--- START ---
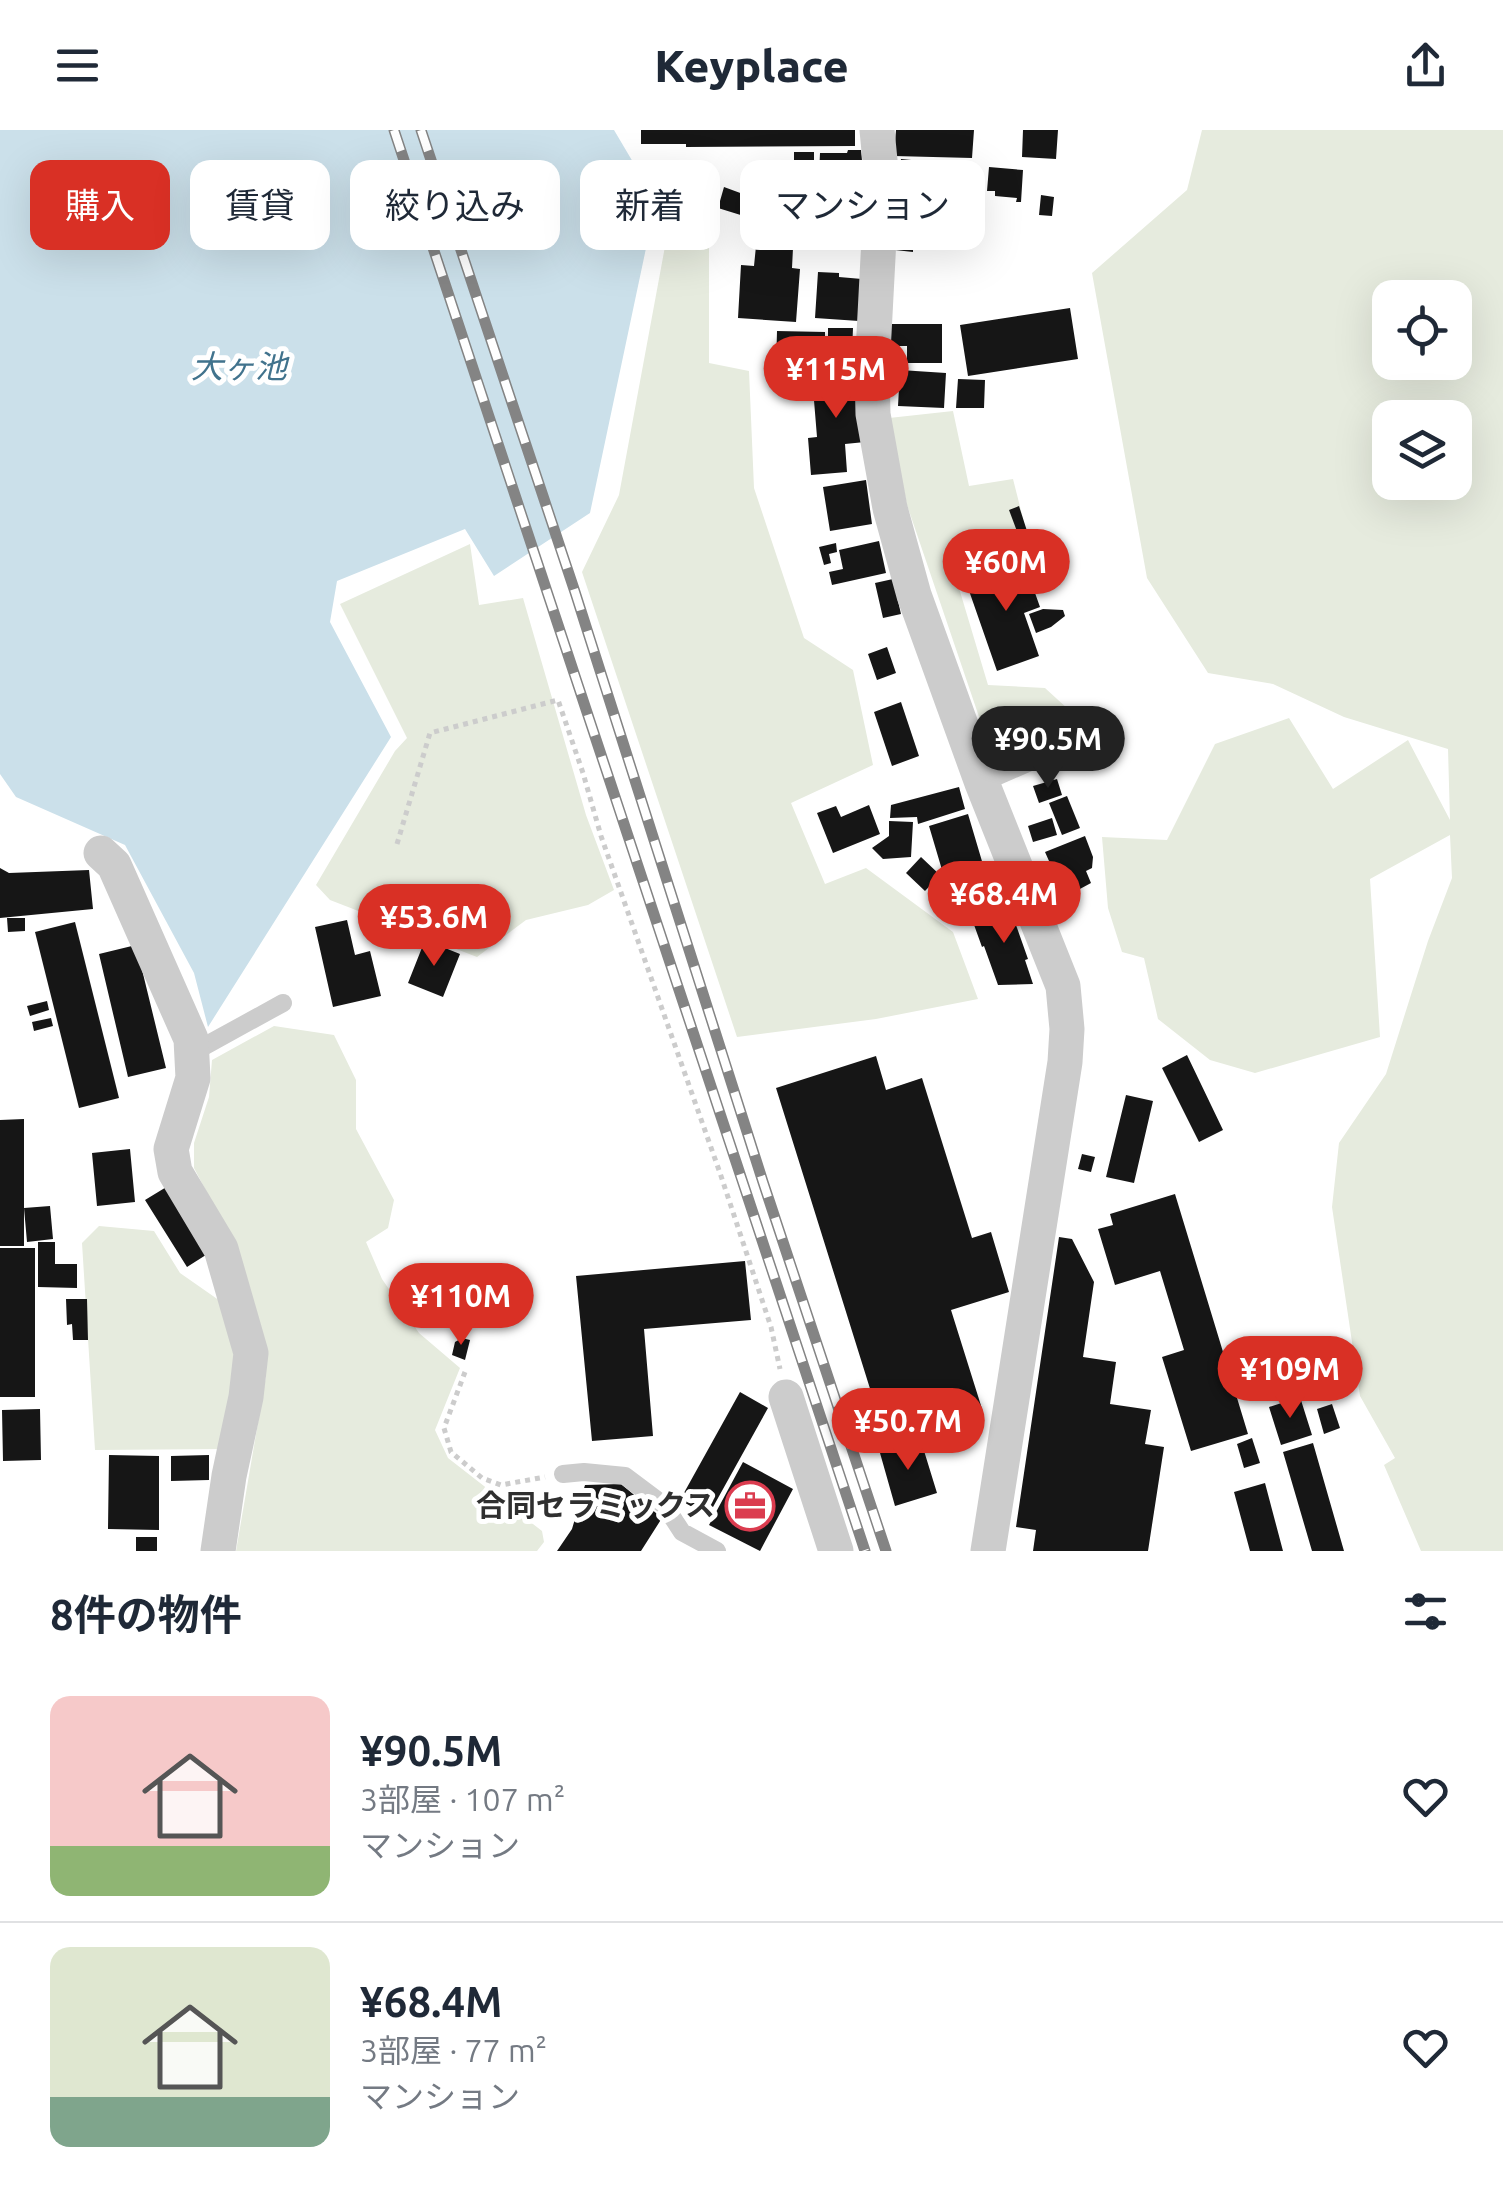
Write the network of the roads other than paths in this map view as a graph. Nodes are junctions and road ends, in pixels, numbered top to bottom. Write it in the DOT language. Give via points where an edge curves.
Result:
graph roads {
  1 [pos="877,130"];
  2 [pos="1108,728"];
  3 [pos="982,783"];
  4 [pos="101,852"];
  5 [pos="283,1004"];
  6 [pos="202,1048"];
  7 [pos="786,1397"];
  8 [pos="562,1474"];
  9 [pos="218,1551"];
  10 [pos="717,1551"];
  11 [pos="836,1551"];
  12 [pos="988,1551"];
  1 -- 3 [label="street" via="882,181 873,414 914,594"];
  2 -- 3 [label="lane"];
  3 -- 12 [label="street" via="1064,986 1067,1029"];
  4 -- 6 [label="street" via="136,910 191,1039"];
  5 -- 6 [label="lane"];
  6 -- 9 [label="street" via="172,1149 175,1172 221,1249 250,1353"];
  7 -- 11 [label="street"];
  8 -- 10 [label="lane" via="625,1476 665,1506 682,1532"];
}
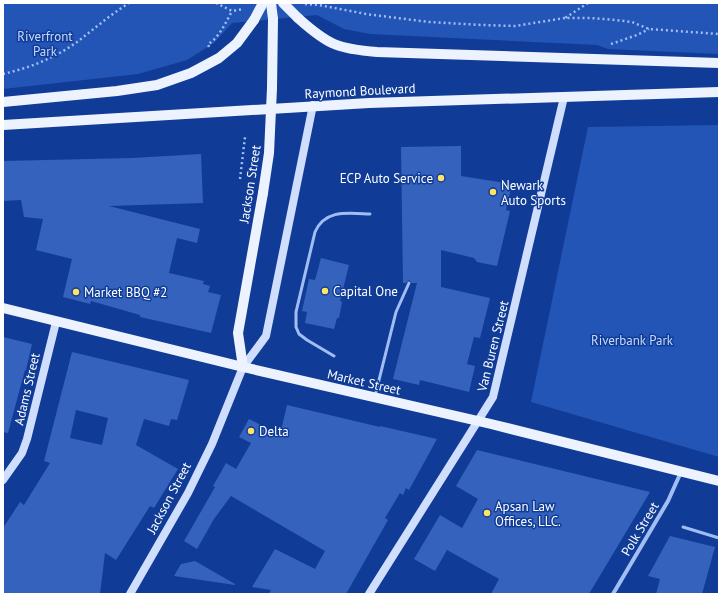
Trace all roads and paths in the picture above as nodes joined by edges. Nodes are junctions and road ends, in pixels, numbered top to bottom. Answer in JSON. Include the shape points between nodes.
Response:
--- END ---
* [Work instructions]: Pictures in the listing above must be skipped; everything else should be copied exactly.

* [Written response]:
Write the network of the roads other than paths in this map view as a graph. Nodes are junctions and road ends, in pixels, numbered top to bottom. Write it in the DOT language. Give via points where an edge curves.
Result:
graph roads {
  1 [pos="877,130"];
  2 [pos="1108,728"];
  3 [pos="982,783"];
  4 [pos="101,852"];
  5 [pos="283,1004"];
  6 [pos="202,1048"];
  7 [pos="786,1397"];
  8 [pos="562,1474"];
  9 [pos="218,1551"];
  10 [pos="717,1551"];
  11 [pos="836,1551"];
  12 [pos="988,1551"];
  1 -- 3 [label="street" via="882,181 873,414 914,594"];
  2 -- 3 [label="lane"];
  3 -- 12 [label="street" via="1064,986 1067,1029"];
  4 -- 6 [label="street" via="136,910 191,1039"];
  5 -- 6 [label="lane"];
  6 -- 9 [label="street" via="172,1149 175,1172 221,1249 250,1353"];
  7 -- 11 [label="street"];
  8 -- 10 [label="lane" via="625,1476 665,1506 682,1532"];
}
Trace all roads and paths in the picture above as nodes joined by edges. Nodes are junctions and road ends, in pixels, numbered top to bottom. Answer in JSON. Include the shape points between nodes.
Response:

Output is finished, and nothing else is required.